Big mistake: Shearing what you want to be natural

Evergreens are often sheared regularly while in production at commercial nurseries. "Buyers want chubby, thick plants," say the growers.

Some homeowners shear their evergreens into geometric shapes. "That looks best," they say.

Perhaps that's the case. However, if you intend to show the plant's natural habit in your garden or landscape, you will need patience. The newly purchased or long-sheared shrub must go through a rather ungainly comeback for two or more years to shed the shape enforced by shearing.
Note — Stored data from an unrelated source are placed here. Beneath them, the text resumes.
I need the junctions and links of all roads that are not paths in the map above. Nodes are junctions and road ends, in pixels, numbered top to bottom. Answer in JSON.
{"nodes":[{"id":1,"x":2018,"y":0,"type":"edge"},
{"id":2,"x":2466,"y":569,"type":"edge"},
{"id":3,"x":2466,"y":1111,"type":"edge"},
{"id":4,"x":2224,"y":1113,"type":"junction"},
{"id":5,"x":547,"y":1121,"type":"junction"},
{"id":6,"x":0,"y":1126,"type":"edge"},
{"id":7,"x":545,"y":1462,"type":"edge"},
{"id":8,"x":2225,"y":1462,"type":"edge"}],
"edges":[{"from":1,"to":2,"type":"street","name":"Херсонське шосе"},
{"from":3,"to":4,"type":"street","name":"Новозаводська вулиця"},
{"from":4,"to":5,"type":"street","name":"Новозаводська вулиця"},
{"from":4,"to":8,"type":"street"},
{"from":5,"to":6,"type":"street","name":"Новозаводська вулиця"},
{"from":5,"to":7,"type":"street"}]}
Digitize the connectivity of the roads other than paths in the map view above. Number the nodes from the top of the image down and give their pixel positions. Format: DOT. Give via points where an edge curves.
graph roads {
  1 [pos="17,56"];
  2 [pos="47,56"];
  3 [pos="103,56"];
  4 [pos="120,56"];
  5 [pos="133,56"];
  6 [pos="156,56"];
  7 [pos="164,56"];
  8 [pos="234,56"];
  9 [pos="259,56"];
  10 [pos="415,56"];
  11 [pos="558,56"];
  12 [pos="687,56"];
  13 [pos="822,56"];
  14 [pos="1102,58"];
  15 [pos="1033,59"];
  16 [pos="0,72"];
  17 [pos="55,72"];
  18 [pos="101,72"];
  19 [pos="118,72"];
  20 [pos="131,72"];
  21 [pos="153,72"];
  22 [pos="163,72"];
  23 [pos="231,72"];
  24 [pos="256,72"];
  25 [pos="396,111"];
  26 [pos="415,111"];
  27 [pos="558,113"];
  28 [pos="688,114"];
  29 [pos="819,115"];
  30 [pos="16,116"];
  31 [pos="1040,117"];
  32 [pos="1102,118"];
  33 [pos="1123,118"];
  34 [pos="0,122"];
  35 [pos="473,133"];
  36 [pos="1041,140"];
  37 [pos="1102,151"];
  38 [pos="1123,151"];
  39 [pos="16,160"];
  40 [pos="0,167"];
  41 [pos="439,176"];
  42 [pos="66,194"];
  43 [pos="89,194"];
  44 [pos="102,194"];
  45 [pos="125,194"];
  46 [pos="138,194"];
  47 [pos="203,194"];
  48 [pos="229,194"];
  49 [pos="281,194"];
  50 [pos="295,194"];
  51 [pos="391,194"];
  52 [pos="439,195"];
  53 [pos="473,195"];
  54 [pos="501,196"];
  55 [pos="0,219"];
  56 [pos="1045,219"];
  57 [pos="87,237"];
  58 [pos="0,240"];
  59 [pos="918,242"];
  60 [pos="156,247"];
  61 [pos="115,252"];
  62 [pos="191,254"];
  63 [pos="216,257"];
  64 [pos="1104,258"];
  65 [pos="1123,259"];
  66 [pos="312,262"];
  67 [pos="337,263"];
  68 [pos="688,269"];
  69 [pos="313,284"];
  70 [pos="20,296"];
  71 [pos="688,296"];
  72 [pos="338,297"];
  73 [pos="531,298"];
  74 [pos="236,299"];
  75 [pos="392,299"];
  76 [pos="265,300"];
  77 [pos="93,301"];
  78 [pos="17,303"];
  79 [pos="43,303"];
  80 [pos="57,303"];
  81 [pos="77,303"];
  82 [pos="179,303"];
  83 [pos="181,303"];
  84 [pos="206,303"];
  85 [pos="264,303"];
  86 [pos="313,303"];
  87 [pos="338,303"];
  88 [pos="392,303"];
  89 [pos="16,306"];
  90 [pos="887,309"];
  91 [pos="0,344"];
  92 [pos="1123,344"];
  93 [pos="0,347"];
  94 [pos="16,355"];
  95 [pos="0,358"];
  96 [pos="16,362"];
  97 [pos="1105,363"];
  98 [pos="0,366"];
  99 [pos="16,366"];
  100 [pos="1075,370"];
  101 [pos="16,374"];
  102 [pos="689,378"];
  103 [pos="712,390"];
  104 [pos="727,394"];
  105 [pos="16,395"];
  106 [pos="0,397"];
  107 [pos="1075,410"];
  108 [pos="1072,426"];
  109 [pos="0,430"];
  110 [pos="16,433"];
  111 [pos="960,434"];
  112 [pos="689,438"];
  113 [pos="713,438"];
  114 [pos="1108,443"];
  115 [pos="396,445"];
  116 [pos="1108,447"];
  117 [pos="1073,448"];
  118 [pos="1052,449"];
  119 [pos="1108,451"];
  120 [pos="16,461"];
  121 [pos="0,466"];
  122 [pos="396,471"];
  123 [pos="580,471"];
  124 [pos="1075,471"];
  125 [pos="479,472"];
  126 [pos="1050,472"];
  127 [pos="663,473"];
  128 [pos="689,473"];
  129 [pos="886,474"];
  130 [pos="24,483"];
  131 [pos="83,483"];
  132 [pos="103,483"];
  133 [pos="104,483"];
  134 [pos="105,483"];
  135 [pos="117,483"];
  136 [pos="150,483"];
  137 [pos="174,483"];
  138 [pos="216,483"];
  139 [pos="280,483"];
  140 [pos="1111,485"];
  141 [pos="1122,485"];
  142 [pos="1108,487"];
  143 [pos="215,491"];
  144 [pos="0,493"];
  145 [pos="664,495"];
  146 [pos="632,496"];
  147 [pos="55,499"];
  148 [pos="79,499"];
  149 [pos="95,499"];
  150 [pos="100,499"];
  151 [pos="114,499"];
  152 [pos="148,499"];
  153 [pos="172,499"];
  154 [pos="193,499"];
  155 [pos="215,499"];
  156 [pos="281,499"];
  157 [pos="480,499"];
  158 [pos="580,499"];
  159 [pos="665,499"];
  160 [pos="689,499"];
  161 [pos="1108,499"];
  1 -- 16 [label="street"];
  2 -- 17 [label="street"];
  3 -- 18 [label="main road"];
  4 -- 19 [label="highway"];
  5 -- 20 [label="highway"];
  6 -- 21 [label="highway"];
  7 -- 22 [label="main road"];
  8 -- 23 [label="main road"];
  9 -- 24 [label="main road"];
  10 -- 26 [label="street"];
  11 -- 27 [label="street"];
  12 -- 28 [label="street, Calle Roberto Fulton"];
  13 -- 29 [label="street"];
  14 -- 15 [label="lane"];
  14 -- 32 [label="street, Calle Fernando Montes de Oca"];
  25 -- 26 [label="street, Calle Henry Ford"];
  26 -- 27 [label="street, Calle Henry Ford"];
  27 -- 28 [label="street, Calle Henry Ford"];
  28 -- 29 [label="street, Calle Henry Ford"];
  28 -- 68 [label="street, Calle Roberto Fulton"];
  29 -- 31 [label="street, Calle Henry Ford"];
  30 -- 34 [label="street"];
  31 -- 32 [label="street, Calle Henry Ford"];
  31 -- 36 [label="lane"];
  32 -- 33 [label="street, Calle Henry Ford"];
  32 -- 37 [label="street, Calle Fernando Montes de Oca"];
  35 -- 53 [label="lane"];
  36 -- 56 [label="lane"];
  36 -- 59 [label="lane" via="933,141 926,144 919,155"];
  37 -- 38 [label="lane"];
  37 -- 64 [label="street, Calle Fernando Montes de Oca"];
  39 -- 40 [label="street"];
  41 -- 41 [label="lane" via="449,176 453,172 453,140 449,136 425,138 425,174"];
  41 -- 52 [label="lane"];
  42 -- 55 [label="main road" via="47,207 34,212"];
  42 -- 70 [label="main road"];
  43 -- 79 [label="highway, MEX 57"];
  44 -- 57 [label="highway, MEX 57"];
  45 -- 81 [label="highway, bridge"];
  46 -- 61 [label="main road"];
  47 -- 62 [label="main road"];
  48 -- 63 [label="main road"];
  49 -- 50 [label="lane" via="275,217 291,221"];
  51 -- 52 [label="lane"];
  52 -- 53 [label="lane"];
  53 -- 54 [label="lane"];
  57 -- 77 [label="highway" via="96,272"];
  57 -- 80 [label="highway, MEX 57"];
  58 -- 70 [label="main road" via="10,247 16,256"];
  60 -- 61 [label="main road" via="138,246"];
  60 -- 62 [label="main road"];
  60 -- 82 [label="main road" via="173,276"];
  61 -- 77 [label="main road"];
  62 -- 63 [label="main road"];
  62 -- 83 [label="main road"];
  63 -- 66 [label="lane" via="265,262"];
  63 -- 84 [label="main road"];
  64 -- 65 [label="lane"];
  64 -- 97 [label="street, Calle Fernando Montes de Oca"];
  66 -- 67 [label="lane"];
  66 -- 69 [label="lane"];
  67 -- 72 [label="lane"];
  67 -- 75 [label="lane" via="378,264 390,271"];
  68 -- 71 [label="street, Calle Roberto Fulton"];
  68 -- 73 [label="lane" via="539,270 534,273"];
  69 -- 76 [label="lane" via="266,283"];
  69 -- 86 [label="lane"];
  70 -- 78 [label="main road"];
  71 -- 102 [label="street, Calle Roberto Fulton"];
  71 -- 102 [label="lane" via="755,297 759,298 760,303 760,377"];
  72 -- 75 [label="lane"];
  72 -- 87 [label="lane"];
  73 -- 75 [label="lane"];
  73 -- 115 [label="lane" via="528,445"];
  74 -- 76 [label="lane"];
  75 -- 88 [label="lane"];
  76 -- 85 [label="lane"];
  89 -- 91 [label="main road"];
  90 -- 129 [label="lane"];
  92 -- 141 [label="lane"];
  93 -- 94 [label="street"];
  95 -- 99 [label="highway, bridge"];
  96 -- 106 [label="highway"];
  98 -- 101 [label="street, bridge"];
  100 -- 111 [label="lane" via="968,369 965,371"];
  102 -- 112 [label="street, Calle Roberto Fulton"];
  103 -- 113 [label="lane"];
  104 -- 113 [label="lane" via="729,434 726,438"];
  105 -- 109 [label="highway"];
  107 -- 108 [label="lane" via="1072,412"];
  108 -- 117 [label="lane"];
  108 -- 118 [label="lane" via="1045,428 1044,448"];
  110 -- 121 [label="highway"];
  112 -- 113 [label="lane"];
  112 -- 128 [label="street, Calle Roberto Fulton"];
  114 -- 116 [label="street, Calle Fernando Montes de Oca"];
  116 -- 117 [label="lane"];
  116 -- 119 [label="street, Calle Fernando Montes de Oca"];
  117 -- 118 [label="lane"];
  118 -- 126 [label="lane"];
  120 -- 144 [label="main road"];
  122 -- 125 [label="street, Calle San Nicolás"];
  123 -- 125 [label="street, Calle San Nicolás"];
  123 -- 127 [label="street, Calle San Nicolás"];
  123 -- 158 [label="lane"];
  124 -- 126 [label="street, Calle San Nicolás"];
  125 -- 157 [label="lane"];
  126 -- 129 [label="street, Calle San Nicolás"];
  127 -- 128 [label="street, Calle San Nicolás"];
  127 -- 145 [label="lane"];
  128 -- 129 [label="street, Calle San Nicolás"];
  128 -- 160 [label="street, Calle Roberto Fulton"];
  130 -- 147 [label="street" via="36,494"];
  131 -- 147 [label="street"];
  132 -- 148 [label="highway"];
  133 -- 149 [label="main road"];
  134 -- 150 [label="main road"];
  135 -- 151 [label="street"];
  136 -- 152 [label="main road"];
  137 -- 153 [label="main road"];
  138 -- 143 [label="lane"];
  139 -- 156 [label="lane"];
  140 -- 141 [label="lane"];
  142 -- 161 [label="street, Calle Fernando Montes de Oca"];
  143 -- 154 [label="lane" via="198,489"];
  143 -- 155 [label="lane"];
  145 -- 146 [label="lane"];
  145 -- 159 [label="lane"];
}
A client who admired the wide-spreading, feathery habit of Ward's yews (Taxus x media 'Wardii') was disappointed in what we bought and planted for her. "They're just ordinary dumpling shrubs!" So we explained what you'll read here. The next year, we visited to check the landscape's progress and found the yews taped off with yellow "Keep Out" caution tape. Our client explained, "You told me to let them grow but my husband wants to clip them in the worst way. This was the only way I could keep him away from them!"

 

The grow-back

The first year, a sheared evergreen's growth will probably be fairly even from all tips. One or more shoots at the top of the plant may break free and grow at something like the plant's normal rate for its dominant "leaders." Such shoots will look like "wild hairs" erupting from the plant's outline.

Let those wild hairs grow. To clip them is to prolong the plant's return to its natural growth habit.

The second year there will be more wild hairs. These will themselves branch in their second and subsequent years. By the third or fourth year, the new growth may begin to hide the plant's former outline.

Below: Now take a look at that same young spruce through expert eyes. We see it's well on its way to growing out of a shape (outlined in orange) that was imposed upon it by annual pruning at the nursery or Christmas tree farm.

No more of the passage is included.